Do Cerrado ao Sul, de Maranhão, Pará e Tocantins, a conta que não fecha na planilha fecha num bom controle.
Do plantio à venda, em cidades como Cruz Alta, Campo Verde, Bom Jesus e Lucas do Rio Verde, cada dado registrado vira uma decisão melhor.
Mapear o que rende
Com a produtividade registrada por talhão, você monta o mapa do que rende. A produtividade em quilos por hectare depende da polinização, da sanidade e da vida útil antes das viroses, então o mapa mostra padrões: áreas que sempre entregam, áreas que oscilam com o clima, áreas que nunca fecham a conta. Esse mapa é a base de qualquer decisão séria de manejo e de investimento.

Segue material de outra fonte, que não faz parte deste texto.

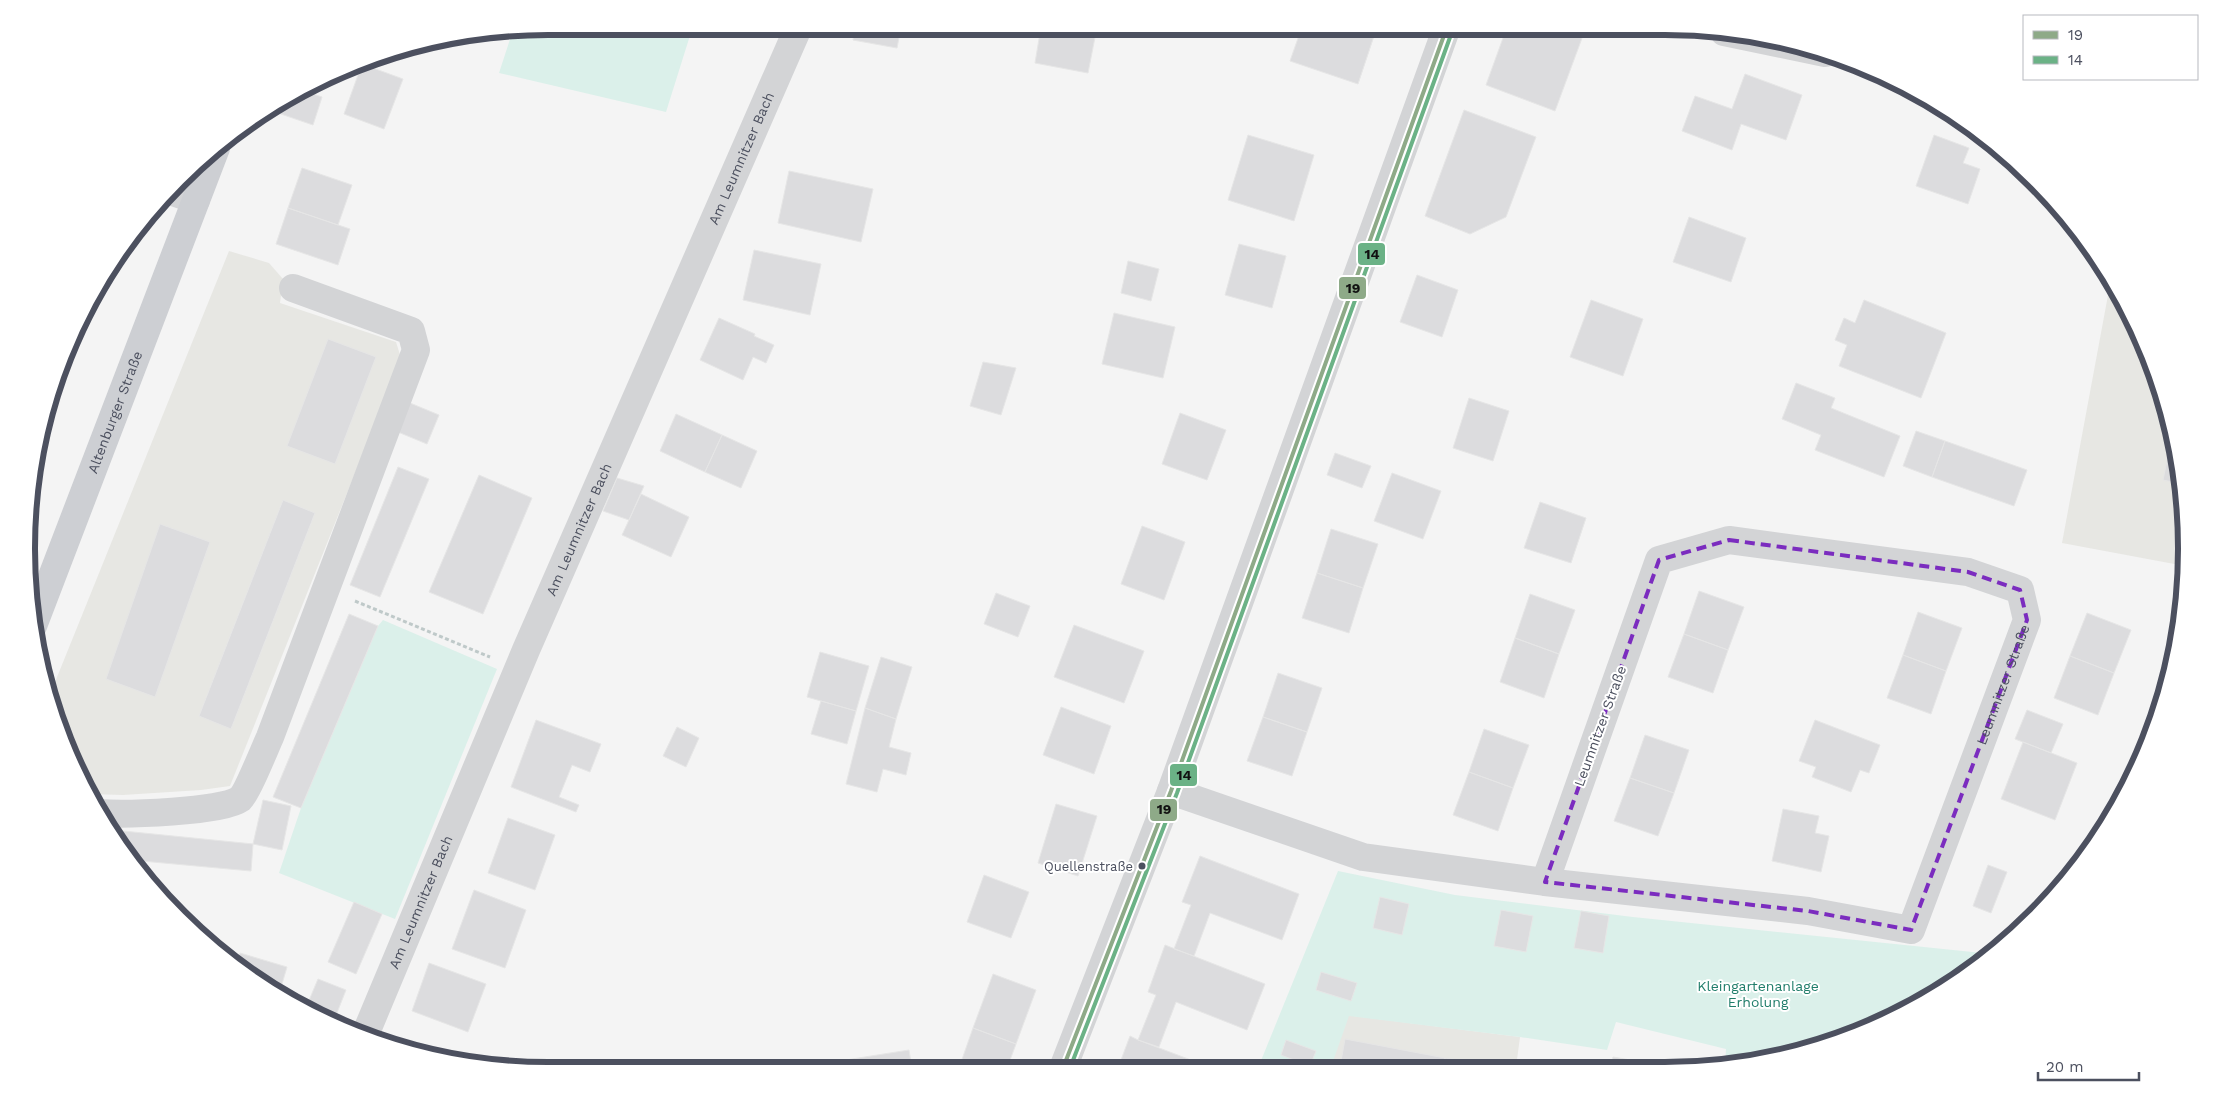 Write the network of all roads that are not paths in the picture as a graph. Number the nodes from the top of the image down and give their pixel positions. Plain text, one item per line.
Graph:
1 (795, 35) edge
2 (1444, 35) edge
3 (211, 161) edge
4 (177, 193) edge
5 (196, 200) junction
6 (293, 288) dead end
7 (38, 609) edge
8 (1171, 790) junction
9 (109, 813) edge
10 (1545, 882) junction
11 (368, 1029) edge
12 (1065, 1062) edge

1 - 11 street, Am Leumnitzer Bach
2 - 8 street
3 - 5 main road, Altenburger Straße
4 - 5 street
5 - 7 main road, Altenburger Straße
6 - 9 street
8 - 10 street, Leumnitzer Straße
8 - 12 street
10 - 10 street, Leumnitzer Straße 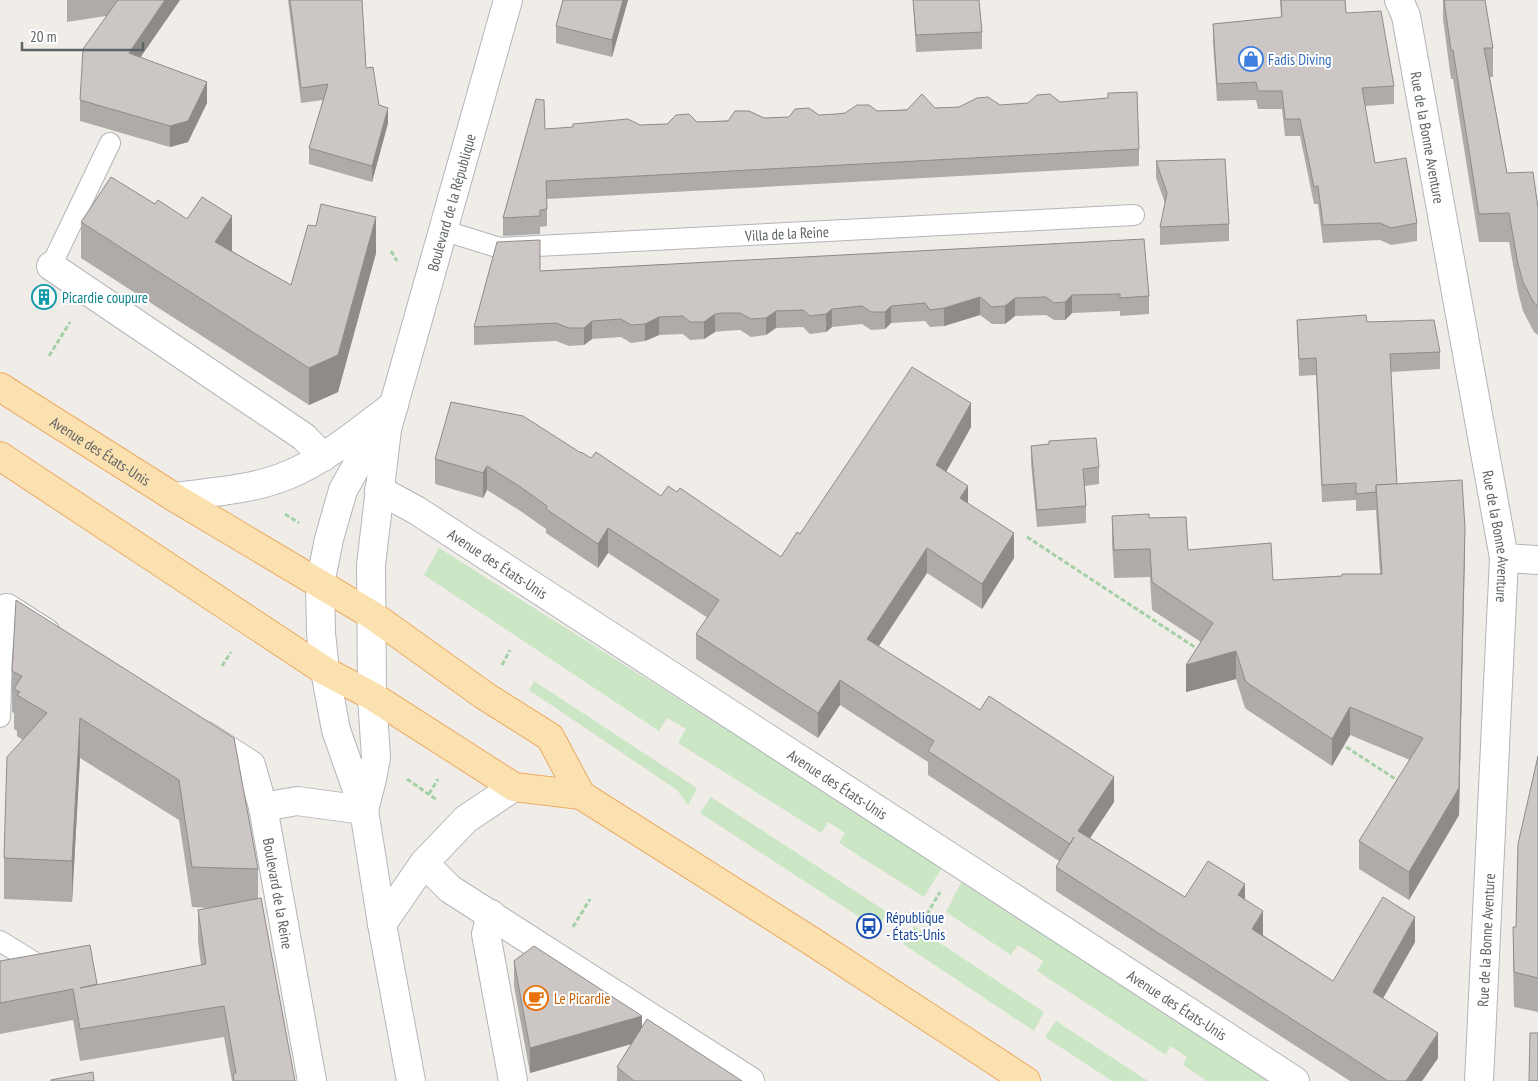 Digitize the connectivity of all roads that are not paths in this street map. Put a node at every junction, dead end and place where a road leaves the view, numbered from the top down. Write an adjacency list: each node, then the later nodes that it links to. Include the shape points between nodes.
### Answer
1 (508, 0): 5 (street, Boulevard de la République)
2 (1398, 0): 13 (street, Rue de la Bonne Aventure, via 1406,16)
3 (110, 143): 6 (lane)
4 (1134, 215): 5 (lane, Villa de la Reine, via 500,248)
5 (442, 230): 8 (street, Boulevard de la République)
6 (51, 266): 10 (street, via 304,437)
7 (3, 389): 12 (main road, Avenue des États-Unis)
8 (391, 417): 10 (street); 11 (street, Boulevard de la République); 15 (street, Boulevard de la République, via 343,490)
9 (2, 457): 19 (main road, Avenue des États-Unis)
10 (323, 457): 12 (street, via 287,476 245,488)
11 (379, 490): 17 (street, Boulevard de la République, via 371,565); 37 (street, Avenue des États-Unis, via 416,510)
12 (174, 497): 15 (main road, Avenue des États-Unis)
13 (1504, 558): 14 (street); 38 (street, Rue de la Bonne Aventure)
14 (1538, 560)
15 (320, 584): 17 (main road, Avenue des États-Unis); 19 (street, Boulevard de la République)
16 (7, 608): 18 (street); 21 (lane)
17 (372, 615): 20 (street, Boulevard de la République); 24 (main road, Avenue des États-Unis, via 485,696 550,737)
18 (64, 645)
19 (325, 671): 20 (main road, Avenue des États-Unis); 26 (street, via 336,730)
20 (372, 696): 23 (main road, Avenue des États-Unis); 26 (street, via 376,758)
21 (0, 717)
22 (186, 723): 25 (street, via 251,765)
23 (514, 787): 24 (main road, Avenue des États-Unis); 27 (street, via 466,819)
24 (581, 794): 36 (main road, Avenue des États-Unis)
25 (263, 807): 26 (street, via 298,801); 32 (street, Boulevard de la Reine)
26 (364, 810): 29 (street)
27 (424, 862): 28 (street, via 450,889); 29 (street)
28 (491, 914): 34 (street, via 486,934); 35 (street)
29 (382, 924): 33 (street)
30 (0, 941): 31 (lane)
31 (34, 962)
32 (312, 1081)
33 (411, 1081)
34 (514, 1081)
35 (750, 1081)
36 (1026, 1081)
37 (1295, 1081)
38 (1479, 1081)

Registrar por talhão, não por fazenda
Controlar a mão de obra de condução e polinização é o hábito que sustenta o controle por talhão. Parece trabalho a mais no começo, mas é o que transforma anos de safra em conhecimento sobre a sua terra — qual talhão responde ao investimento e qual está no limite.
Vale ler também sobre planejamento de plantio do fumo e controle de talhões do milho — são o outro lado da mesma gestão.
E se um sistema fizesse isso por você
A Inova Agro já entregou sistemas de gestão financeira, de máquinas, de estoque e de rebanho para clientes do agro. Quer tirar esse controle da planilha e ter tudo num sistema que atualiza sozinho? Chame no WhatsApp e vamos desenhar a solução para a sua fazenda.